# YOUR ASSIGNMENT
Among the lines of the records, find all that carry the word "mouth" and copy them.

BEGIN PROVIDED INFORMATION

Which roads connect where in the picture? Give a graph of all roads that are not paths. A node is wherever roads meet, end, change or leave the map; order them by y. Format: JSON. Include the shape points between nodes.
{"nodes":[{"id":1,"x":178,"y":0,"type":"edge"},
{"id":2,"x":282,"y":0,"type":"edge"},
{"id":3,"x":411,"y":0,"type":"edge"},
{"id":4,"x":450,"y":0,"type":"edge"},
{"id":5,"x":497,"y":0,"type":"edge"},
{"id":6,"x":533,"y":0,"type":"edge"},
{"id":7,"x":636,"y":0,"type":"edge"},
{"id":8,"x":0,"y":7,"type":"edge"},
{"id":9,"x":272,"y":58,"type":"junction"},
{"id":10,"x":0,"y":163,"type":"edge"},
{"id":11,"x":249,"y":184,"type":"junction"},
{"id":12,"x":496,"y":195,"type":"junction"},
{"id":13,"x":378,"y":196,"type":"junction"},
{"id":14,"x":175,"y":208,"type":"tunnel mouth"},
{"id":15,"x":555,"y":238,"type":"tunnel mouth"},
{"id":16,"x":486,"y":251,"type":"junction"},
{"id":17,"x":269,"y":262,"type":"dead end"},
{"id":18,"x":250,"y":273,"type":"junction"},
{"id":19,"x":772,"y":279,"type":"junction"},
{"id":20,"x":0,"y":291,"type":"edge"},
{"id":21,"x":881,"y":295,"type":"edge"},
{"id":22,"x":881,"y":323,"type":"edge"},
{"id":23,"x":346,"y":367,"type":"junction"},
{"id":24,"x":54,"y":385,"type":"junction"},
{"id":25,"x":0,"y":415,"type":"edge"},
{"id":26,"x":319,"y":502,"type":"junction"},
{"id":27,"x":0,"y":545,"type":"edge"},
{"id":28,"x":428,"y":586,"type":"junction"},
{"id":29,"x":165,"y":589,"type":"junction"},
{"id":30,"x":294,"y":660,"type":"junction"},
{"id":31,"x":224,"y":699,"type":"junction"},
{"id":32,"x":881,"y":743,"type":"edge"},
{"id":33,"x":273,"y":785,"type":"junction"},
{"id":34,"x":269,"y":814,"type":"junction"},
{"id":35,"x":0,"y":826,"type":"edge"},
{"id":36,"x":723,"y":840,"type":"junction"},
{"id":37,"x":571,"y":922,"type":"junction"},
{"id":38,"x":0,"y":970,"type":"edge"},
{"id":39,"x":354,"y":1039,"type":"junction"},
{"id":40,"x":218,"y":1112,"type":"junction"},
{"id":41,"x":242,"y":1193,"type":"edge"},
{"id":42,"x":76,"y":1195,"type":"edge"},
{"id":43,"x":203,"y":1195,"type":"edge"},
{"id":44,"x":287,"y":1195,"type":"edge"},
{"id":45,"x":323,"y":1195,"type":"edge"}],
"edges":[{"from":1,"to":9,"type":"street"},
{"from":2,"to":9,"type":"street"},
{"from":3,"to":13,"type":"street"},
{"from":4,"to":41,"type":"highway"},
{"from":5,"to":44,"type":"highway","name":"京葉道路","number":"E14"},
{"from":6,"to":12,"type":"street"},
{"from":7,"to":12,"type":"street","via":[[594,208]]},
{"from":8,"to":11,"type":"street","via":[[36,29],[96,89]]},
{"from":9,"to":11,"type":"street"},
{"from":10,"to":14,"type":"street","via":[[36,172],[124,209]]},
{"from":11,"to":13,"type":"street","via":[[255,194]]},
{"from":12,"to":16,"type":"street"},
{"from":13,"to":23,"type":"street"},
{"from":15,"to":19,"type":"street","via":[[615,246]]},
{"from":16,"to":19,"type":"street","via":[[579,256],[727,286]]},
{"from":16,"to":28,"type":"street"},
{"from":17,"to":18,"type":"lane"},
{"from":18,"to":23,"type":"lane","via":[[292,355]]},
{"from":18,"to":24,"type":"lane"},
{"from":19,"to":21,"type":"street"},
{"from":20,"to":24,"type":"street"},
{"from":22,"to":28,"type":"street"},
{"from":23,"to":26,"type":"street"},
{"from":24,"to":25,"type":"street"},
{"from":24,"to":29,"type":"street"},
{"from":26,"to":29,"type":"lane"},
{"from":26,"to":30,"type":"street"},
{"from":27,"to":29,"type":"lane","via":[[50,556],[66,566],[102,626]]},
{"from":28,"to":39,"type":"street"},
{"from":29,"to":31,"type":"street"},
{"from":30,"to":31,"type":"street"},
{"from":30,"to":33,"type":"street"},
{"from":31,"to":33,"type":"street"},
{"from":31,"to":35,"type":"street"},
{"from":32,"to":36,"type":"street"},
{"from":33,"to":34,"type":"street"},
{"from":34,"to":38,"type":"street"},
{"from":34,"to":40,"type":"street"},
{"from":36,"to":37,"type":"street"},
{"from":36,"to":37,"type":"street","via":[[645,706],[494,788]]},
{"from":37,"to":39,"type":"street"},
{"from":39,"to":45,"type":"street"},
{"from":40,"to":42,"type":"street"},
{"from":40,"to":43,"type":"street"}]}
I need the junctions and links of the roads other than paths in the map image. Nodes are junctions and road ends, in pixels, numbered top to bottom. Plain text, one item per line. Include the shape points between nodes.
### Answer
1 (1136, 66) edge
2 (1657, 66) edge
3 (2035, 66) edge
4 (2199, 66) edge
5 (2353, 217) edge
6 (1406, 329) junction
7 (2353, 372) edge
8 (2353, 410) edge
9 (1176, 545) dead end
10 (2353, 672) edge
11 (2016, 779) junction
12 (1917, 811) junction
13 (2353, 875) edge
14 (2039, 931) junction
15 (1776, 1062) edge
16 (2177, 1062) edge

END PROVIDED INFORMATION

# OUTPUT FOR THIS TASK
{"id":14,"x":175,"y":208,"type":"tunnel mouth"},
{"id":15,"x":555,"y":238,"type":"tunnel mouth"},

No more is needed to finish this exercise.